Records Start Marker
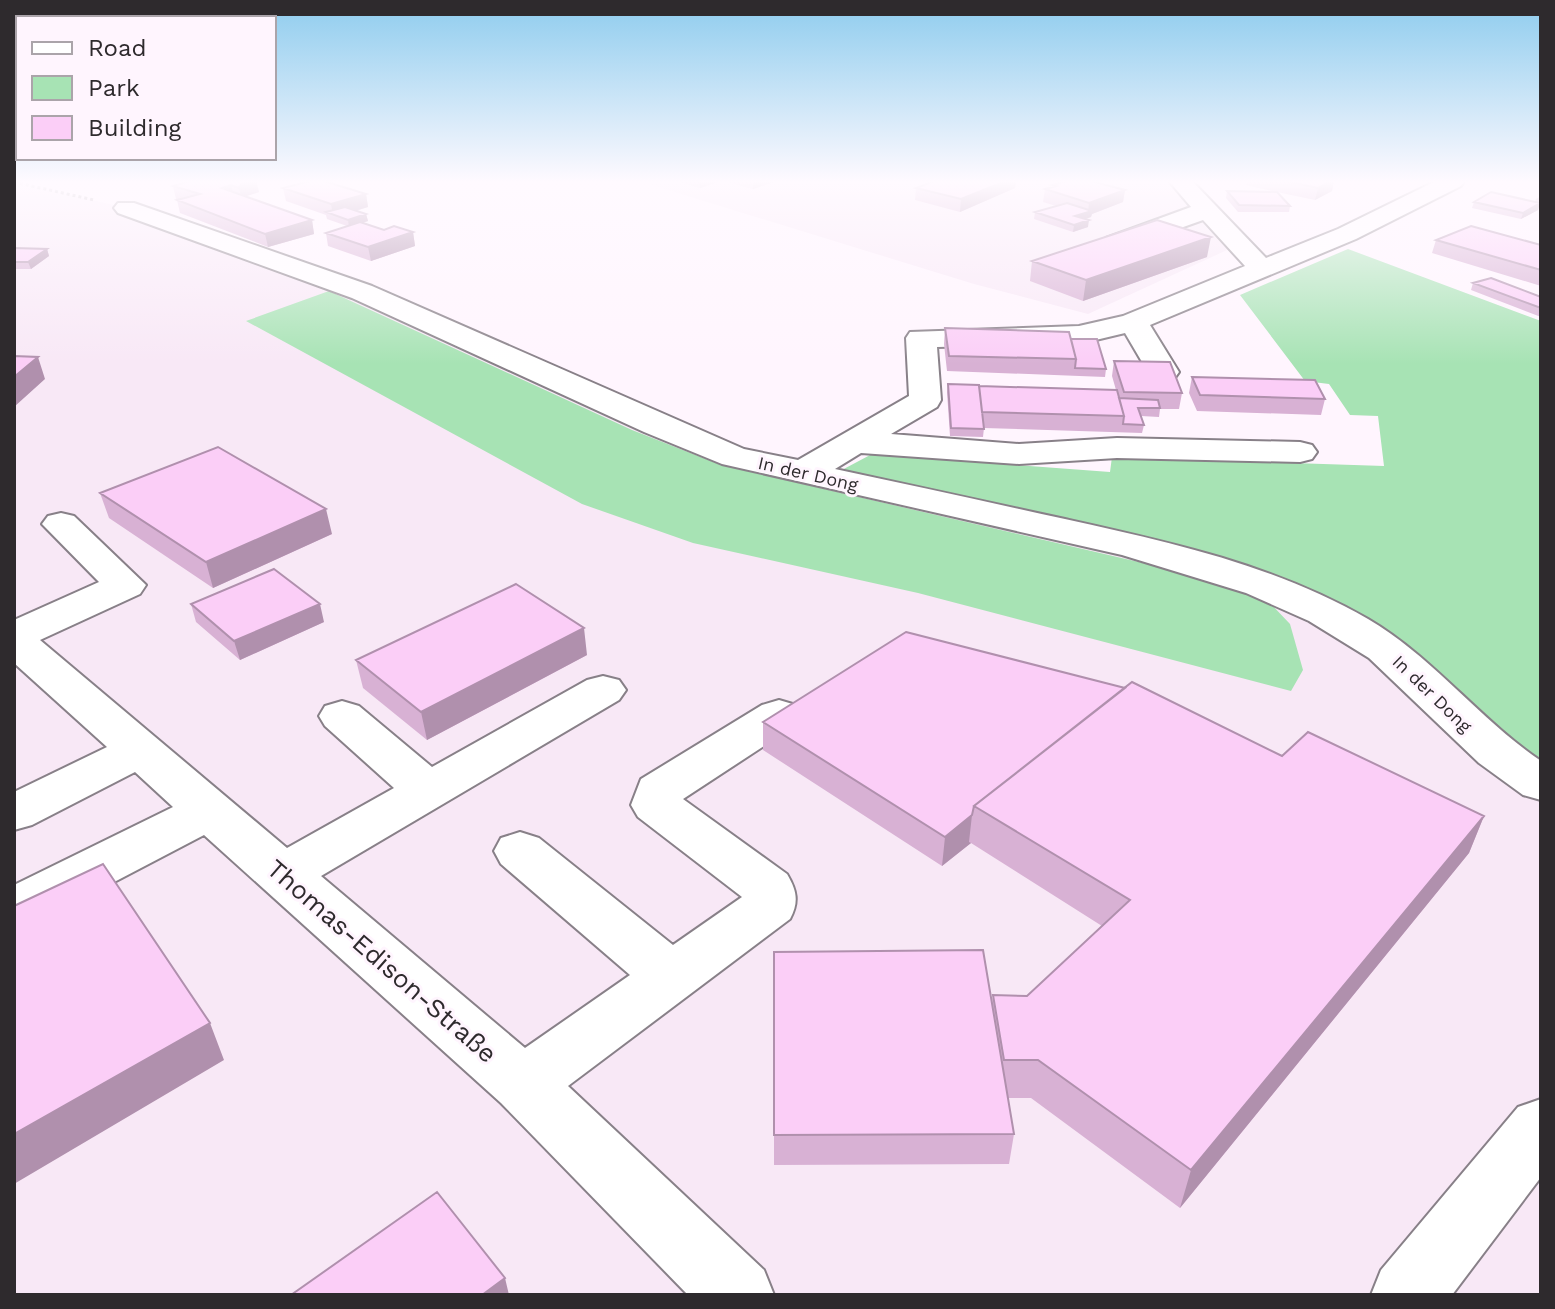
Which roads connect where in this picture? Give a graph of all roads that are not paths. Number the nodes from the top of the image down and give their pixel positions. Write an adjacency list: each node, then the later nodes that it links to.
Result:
1 (222, 242): 11 (street, In der Dong)
2 (1117, 242): 5 (street)
3 (1237, 242): 6 (street)
4 (1327, 242): 6 (street)
5 (1087, 252)
6 (1262, 269): 7 (street)
7 (1133, 322): 8 (street); 9 (street)
8 (1163, 372)
9 (854, 442): 10 (street); 11 (street)
10 (1300, 452)
11 (802, 473): 18 (street, In der Dong)
12 (61, 524): 13 (street)
13 (14, 638): 17 (street, Thomas-Edison-Straße)
14 (603, 690): 19 (street)
15 (779, 715): 25 (street)
16 (342, 716): 19 (street)
17 (140, 750): 20 (street, Thomas-Edison-Straße); 21 (street)
18 (1541, 783)
19 (428, 790): 23 (street)
20 (209, 810): 23 (street, Thomas-Edison-Straße); 24 (street)
21 (14, 813)
22 (520, 851): 25 (street)
23 (283, 874): 26 (street, Thomas-Edison-Straße)
24 (14, 909)
25 (671, 976): 26 (street)
26 (523, 1084): 28 (street, Thomas-Edison-Straße)
27 (1541, 1127): 29 (street)
28 (738, 1295)
29 (1407, 1295)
Records End Marker
■ Work instruction:
All of the data should be returned word for word, with each picture left out.

■ Response for this exercise:
Which roads connect where in this picture? Give a graph of all roads that are not paths. Number the nodes from the top of the image down and give their pixel positions. Write an adjacency list: each node, then the later nodes that it links to.
Result:
1 (222, 242): 11 (street, In der Dong)
2 (1117, 242): 5 (street)
3 (1237, 242): 6 (street)
4 (1327, 242): 6 (street)
5 (1087, 252)
6 (1262, 269): 7 (street)
7 (1133, 322): 8 (street); 9 (street)
8 (1163, 372)
9 (854, 442): 10 (street); 11 (street)
10 (1300, 452)
11 (802, 473): 18 (street, In der Dong)
12 (61, 524): 13 (street)
13 (14, 638): 17 (street, Thomas-Edison-Straße)
14 (603, 690): 19 (street)
15 (779, 715): 25 (street)
16 (342, 716): 19 (street)
17 (140, 750): 20 (street, Thomas-Edison-Straße); 21 (street)
18 (1541, 783)
19 (428, 790): 23 (street)
20 (209, 810): 23 (street, Thomas-Edison-Straße); 24 (street)
21 (14, 813)
22 (520, 851): 25 (street)
23 (283, 874): 26 (street, Thomas-Edison-Straße)
24 (14, 909)
25 (671, 976): 26 (street)
26 (523, 1084): 28 (street, Thomas-Edison-Straße)
27 (1541, 1127): 29 (street)
28 (738, 1295)
29 (1407, 1295)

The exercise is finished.